De digitale weerbaarheid in Nederland blijft achter bij de groei van dreigingen. Overheid, bedrijfsleven en burgers nemen veel stappen om de digitale weerbaarheid te vergroten, maar dit gaat niet snel genoeg. Dat blijkt uit het Cybersecuritybeeld Nederland 2017 (CSBN 2017) dat demissionair staatssecretaris Dijkhoff van Veiligheid en Justitie naar de Tweede Kamer heeft gestuurd.
Net als vorig jaar blijft cybercriminaliteit een belangrijk punt van aandacht. Cyberaanvallen zijn aantrekkelijk vanwege de grote impact door inzet van vrij beperkte middelen en raken de gehele samenleving. Ook houdt de dreiging van statelijke actoren aan, meer dan honderd landen spioneren wereldwijd met digitale middelen en gebruiken digitale aanvallen om democratische processen te beïnvloeden.

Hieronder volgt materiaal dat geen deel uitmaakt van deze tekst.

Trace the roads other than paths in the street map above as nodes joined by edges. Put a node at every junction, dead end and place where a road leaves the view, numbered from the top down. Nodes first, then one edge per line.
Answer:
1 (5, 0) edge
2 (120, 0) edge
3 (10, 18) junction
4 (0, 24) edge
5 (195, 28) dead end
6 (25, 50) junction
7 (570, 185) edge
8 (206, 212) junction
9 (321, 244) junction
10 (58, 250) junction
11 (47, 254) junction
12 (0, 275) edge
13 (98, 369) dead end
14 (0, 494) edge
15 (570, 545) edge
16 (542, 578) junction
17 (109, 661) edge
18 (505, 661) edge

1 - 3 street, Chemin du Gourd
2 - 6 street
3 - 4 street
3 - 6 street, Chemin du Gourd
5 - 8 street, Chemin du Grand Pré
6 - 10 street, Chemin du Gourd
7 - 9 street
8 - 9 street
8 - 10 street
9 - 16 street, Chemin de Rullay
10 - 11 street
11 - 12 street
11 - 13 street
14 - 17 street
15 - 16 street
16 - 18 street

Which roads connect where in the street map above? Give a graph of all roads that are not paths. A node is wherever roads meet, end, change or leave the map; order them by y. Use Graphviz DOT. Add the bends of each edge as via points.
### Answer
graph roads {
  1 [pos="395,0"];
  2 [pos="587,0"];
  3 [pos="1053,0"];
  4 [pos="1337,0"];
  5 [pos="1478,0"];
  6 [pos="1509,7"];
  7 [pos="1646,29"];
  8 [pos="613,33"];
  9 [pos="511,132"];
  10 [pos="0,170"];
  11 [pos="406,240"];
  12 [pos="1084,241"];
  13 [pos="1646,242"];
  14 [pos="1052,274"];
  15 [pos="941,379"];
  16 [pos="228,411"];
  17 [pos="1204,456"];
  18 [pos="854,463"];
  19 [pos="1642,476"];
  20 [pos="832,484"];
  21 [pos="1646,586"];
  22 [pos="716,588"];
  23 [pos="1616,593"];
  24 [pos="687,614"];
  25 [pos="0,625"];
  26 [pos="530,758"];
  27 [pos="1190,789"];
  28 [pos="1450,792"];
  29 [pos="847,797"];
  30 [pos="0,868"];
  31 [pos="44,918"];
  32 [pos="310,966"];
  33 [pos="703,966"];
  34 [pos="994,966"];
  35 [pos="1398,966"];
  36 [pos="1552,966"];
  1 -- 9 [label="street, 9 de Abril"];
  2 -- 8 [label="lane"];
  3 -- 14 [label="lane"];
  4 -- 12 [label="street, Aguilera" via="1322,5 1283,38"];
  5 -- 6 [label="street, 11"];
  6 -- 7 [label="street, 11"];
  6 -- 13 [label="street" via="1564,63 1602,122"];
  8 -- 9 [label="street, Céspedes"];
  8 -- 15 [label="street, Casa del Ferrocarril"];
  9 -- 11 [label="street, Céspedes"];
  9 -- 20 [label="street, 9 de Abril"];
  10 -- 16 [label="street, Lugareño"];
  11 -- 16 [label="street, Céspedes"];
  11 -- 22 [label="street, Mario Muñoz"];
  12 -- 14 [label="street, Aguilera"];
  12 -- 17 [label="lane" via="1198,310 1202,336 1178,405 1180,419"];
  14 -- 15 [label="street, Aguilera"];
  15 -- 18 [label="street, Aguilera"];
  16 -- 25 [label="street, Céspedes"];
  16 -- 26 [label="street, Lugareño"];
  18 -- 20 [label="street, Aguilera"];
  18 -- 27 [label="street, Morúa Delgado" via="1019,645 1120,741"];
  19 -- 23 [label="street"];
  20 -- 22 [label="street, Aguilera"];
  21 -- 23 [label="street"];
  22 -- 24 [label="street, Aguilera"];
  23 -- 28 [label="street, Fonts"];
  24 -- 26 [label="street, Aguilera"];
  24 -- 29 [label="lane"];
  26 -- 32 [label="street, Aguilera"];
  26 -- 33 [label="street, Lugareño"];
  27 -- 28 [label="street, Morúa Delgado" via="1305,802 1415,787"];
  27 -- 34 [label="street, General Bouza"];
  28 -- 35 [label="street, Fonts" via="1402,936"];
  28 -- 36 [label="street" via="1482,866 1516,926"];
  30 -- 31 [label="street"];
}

De ontwikkeling van Internet of Yhings brengt naast kansen ook veel risico’s met zich mee. Veel apparaten bevatten kwetsbaarheden waarvoor geen beveiligingsupdates uitkomen. Op die manier kunnen deze apparaten worden misbruikt voor bijvoorbeeld DDoS-aanvallen. Ook de sterke afhankelijkheid van een beperkt aantal buitenlandse aanbieders van infrastructuurdiensten brengt risico’s met zich mee. Hoewel grote leveranciers zich beter tegen aanvallen kunnen wapenen, zorgt de afhankelijkheid ervan voor grote impact als zij wel geraakt worden. Volgens Dijkhoff laten de bevindingen uit het CSBN zien dat er de komende jaren geïnvesteerd moet blijven worden om de digitale weerbaarheid van Nederland te vergroten.